Objectif : Lever la barrière principale au dévoilement : la peur d'être jugé faible, fou ou manipulateur.

PHRASE TYPE 1
"Certains détenus pensent qu'en parler, c'est être faible. Mais parler de l'envie de mourir, c'est en réalité un signe de lucidité. Avez-vous déjà eu l'idée que mourir serait une solution ?"
✓ Pourquoi ça marche : Inverse le stigmate en revalorisant le courage de parler. Redéfinit la "faiblesse" en "lucidité".
PHRASE TYPE 2
"Je ne suis pas là pour vous juger. Beaucoup d'hommes ici ont eu des pensées très sombres à un moment. L'important, c'est que vous soyez encore là et que vous acceptiez d'en parler. Où en êtes-vous aujourd'hui ?"
✓ Pourquoi ça marche : Affirme explicitement l'absence de jugement ET valorise le fait d'être encore vivant.
PHRASE TYPE 3
"Avoir envie de mourir ne veut pas dire qu'on est fou ou qu'on manipule. Ça veut dire qu'on souffre tellement qu'on cherche une sortie.
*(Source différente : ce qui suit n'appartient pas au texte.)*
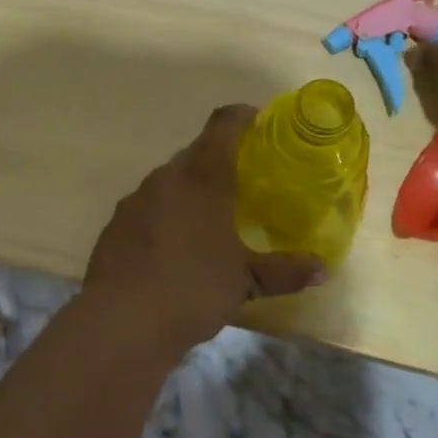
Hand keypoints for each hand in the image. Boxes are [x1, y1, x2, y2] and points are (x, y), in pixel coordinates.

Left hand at [81, 105, 326, 352]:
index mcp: (203, 177)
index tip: (258, 120)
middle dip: (218, 161)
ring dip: (189, 190)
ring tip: (209, 219)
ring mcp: (136, 199)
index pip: (223, 126)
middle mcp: (167, 177)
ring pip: (169, 181)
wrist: (121, 321)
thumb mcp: (246, 281)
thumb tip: (322, 270)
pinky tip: (172, 248)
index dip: (242, 117)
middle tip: (242, 183)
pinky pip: (147, 207)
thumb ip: (284, 271)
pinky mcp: (115, 224)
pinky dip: (164, 216)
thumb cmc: (193, 288)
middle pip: (195, 154)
Vous sentez-vous à ce point-là ?"
✓ Pourquoi ça marche : Déstigmatise directement les deux peurs majeures (folie/manipulation) et reconnaît la souffrance comme moteur.
🔍 Exploration comportementale

Objectif : Détecter les préparatifs concrets et évaluer l'imminence du passage à l'acte (méthode des "incidents comportementaux" de Shea).

PHRASE TYPE 1
"J'ai remarqué que vous avez ramassé ce drap tout à l'heure et que vous l'avez posé sur votre lit. Qu'aviez-vous en tête à ce moment précis ?"
✓ Pourquoi ça marche : Question ouverte et factuelle qui explore l'intention derrière un comportement observé sans accusation.
PHRASE TYPE 2
"Vous avez donné vos affaires à votre co-détenu hier. Est-ce que cela signifie quelque chose de particulier pour vous ?"
✓ Pourquoi ça marche : Identifie un signe d'alerte (don d'objets = règlement d'affaires) et cherche confirmation.
PHRASE TYPE 3
"Si vous deviez passer à l'acte, avez-vous déjà imaginé comment vous le feriez ? Avez-vous pensé à un moment précis ?"
✓ Pourquoi ça marche : Question directe qui évalue le niveau de planification (= critère d'urgence). Plus le plan est précis, plus le risque est élevé.
PHRASE TYPE 4
"Vous m'avez dit que vous pensiez au suicide. Avez-vous fait des essais par le passé ? Quand était la dernière fois ?"
✓ Pourquoi ça marche : Explore les antécédents (facteur de risque majeur) et la récurrence, éléments clés de l'évaluation UDR.
🚦 Désamorçage de crise

Objectif : Créer un pont de sécurité immédiat et gagner du temps pour l'intervention spécialisée.

PHRASE TYPE 1
"Mon objectif ce soir, c'est que vous passiez cette nuit en sécurité. On verra demain pour la suite, mais là, maintenant, je veux juste qu'on traverse cette nuit ensemble. D'accord ?"
✓ Pourquoi ça marche : Objectif à court terme (une nuit = atteignable), engagement implicite de non-abandon, temporalité rassurante.
PHRASE TYPE 2
"Je comprends que vous voyez la mort comme une issue. Mais accepteriez-vous qu'on mette en place des choses pour vous aider avant d'en arriver là ? Juste pour voir si ça change quelque chose ?"
✓ Pourquoi ça marche : Reconnaît son point de vue (validation) tout en proposant une alternative sans nier sa souffrance.
PHRASE TYPE 3
"Ce que vous ressentez maintenant, c'est comme un tunnel où vous ne voyez plus d'issue. Mais les tunnels ont toujours une sortie, même quand on ne la voit pas. Laissez-moi vous aider à tenir jusqu'à demain."
✓ Pourquoi ça marche : Métaphore du tunnel qui normalise la vision rétrécie sans nier la douleur. Suggère une issue, un espoir d'atténuation.
PHRASE TYPE 4
"Je ne vais pas vous mentir en disant que tout va s'arranger, mais je sais qu'on peut trouver des solutions pour que ça devienne supportable. Vous me laissez essayer ?"
✓ Pourquoi ça marche : Honnêteté (pas de fausse promesse) + réalisme (supportable ≠ parfait) + demande de permission (restitue du contrôle).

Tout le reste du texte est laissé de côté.